The Great Rite, however, was based on the Thelemic Gnostic Mass, and in fact, Gardner rather shamelessly plagiarized the section where the priest adores and kisses the priestess residing on the altar. Later renditions of Gardnerian rites in the Book of Shadows tended to remove the obvious references to Crowley’s lore, but some of the original lore was still kept around for the sake of posterity. We can look at this lore today and see where it originally came from.Gardner had access to some of Crowley's writings, and he likely had a copy of the Gnostic Mass in his collection of papers at some time.

So, while the writings and lore published by Aleister Crowley had a powerful impact on Gardner, and that he sought to appropriate some of it for his own rituals, doesn’t mean that he either had in his possession the initiatory lore of the OTO or that somehow Crowley wrote up the rituals used in the Book of Shadows. I believe that had Crowley wrote up the lore for Gardnerian Witchcraft it would have been far more elegant and lyrical than it is today. (Certainly the spelling, vocabulary and grammar would have been impeccable.) What lyricism can be found in some of the lore of Modern Witchcraft was added a bit later by Doreen Valiente. This is just another case of someone being strongly influenced by Crowley’s published writings and seeking to use them in emulating their own magical and pagan perspectives. I think that many of us have done this at some point in our magical and occult careers.

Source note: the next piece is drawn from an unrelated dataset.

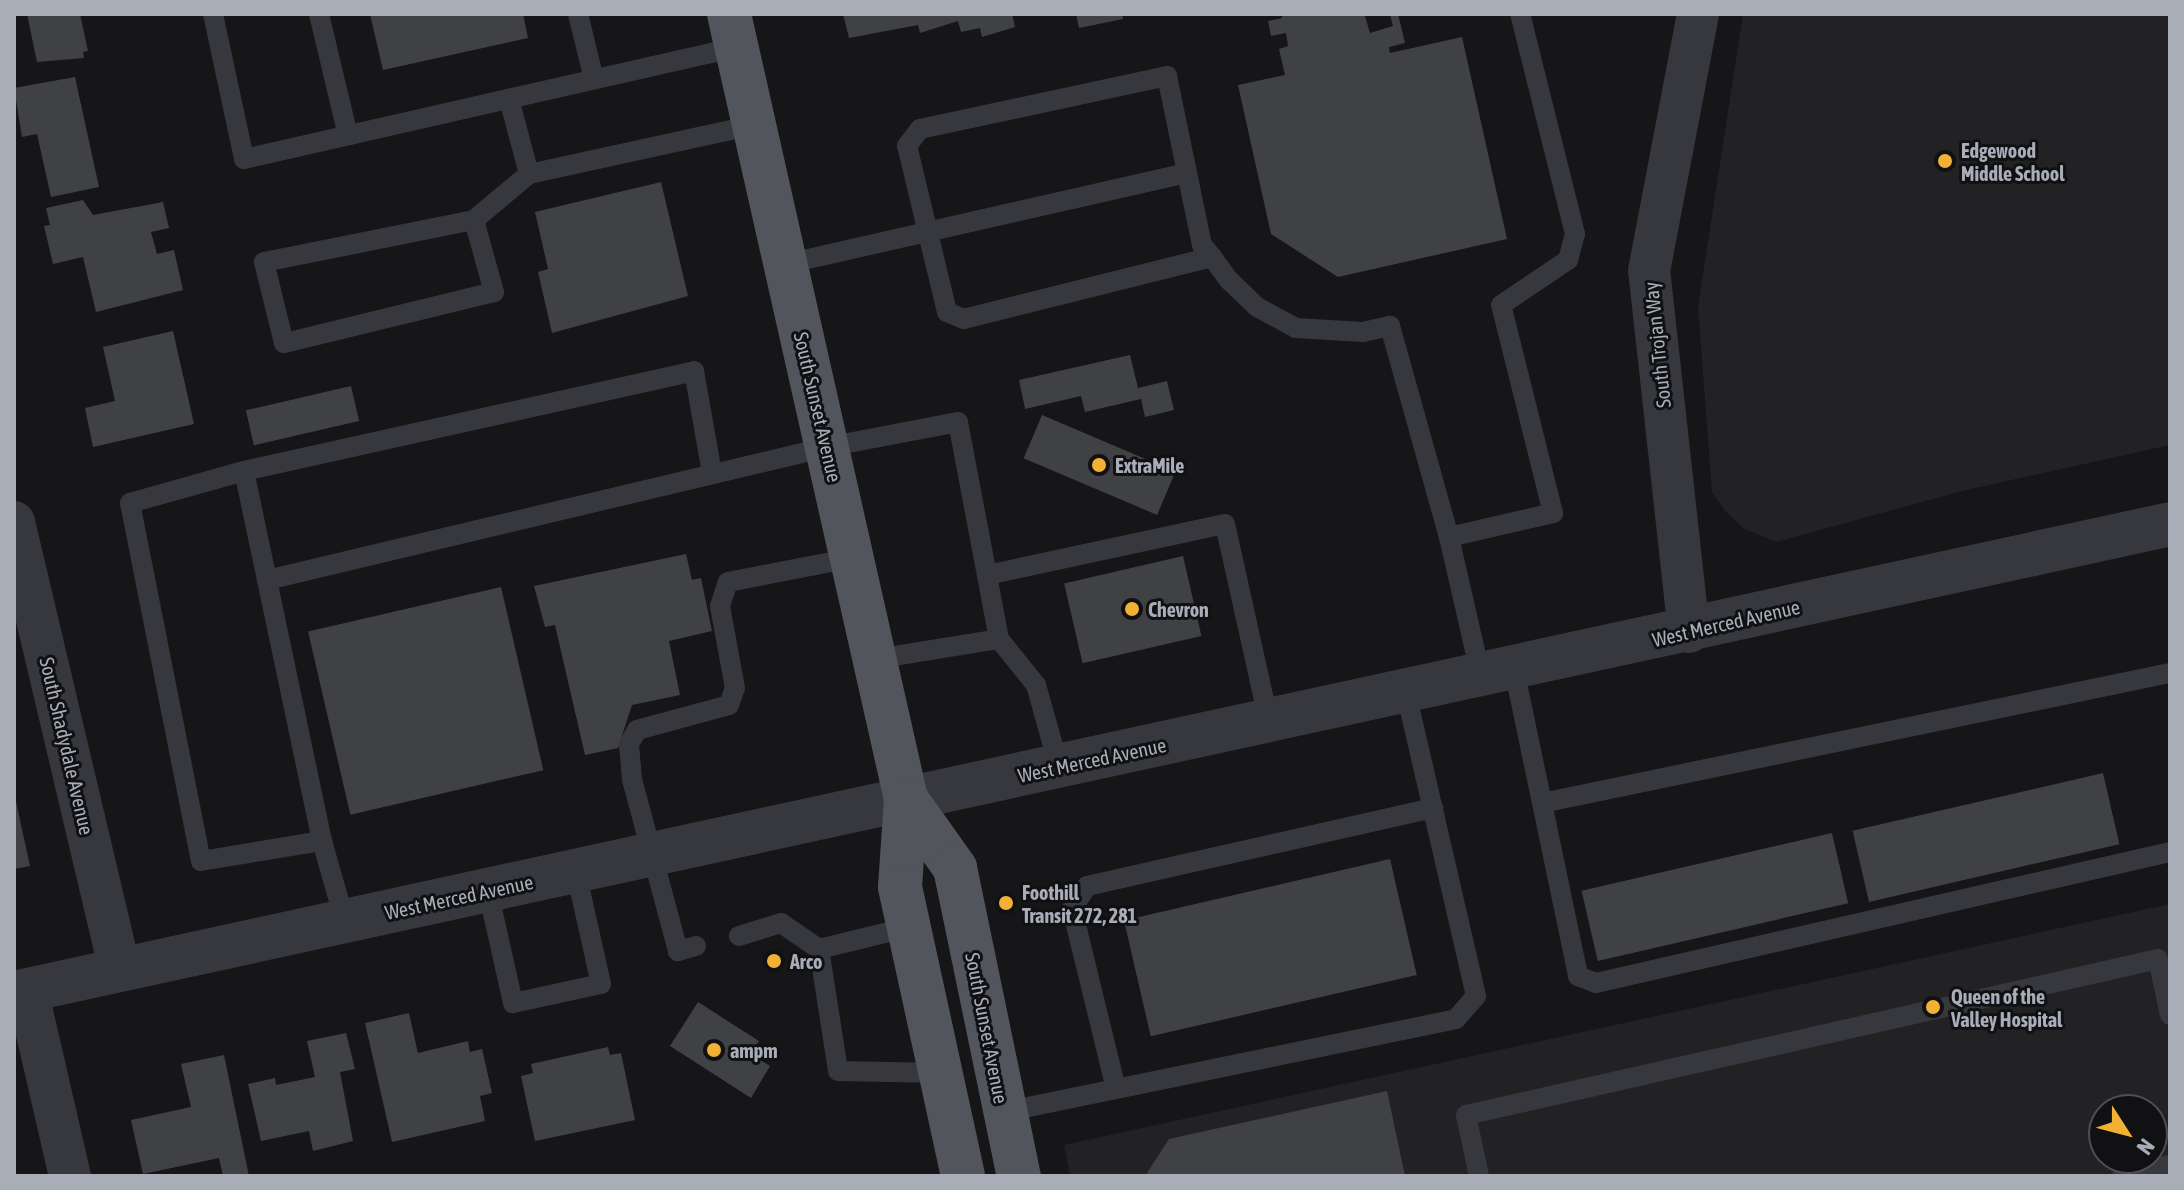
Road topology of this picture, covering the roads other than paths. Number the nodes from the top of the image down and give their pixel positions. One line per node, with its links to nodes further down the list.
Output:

One other point to consider is that Witchcraft magic is incompatible with Thelemic or Golden Dawn magic, even though Gardner appropriated the GD Opening by Watchtower rite to fashion his own circle consecration rite. Because he mixed antique pagan ideas about sacred space with the concise mechanism for opening a GD temple for magic, he produced a hybrid system that has a completely different perspective. Some GD magicians have complained that the invoking pentagrams in the circle consecration rite are performed incorrectly at the watchtowers and that the whole thing should collapse and be rendered useless because of the flaws in its construction. Of course, as in many cases the intent of the magician can trump a poor design, so even the Wiccan circle consecration rite works quite well although it is not as elegantly constructed or written as the GD version.

The purpose and function of these two rites are different enough that the rules of one doesn’t apply to the other, which is something that confounds a lot of the dialog between magicians and witches about magic today. Needless to say, if Crowley had written this ritual it would have been a lot more like the GD version, and the purposes for its use would have been analogous to the rite practiced by them. They are quite different, and that makes Witchcraft ritual magic and GD/Thelemic ceremonial magic quite distinct, at least in my opinion.

Frater Barrabbas 


New Rules #1: If you are going to advertise that you can teach and initiate magicians so that they may be elevated to an Ipsissimus (the highest degree possible: 10 = 1) then learn how to spell that word before you post the advertisement. Not being able to spell this word certainly doesn’t give your potential students (or anyone else) the confidence that you know what you are talking about.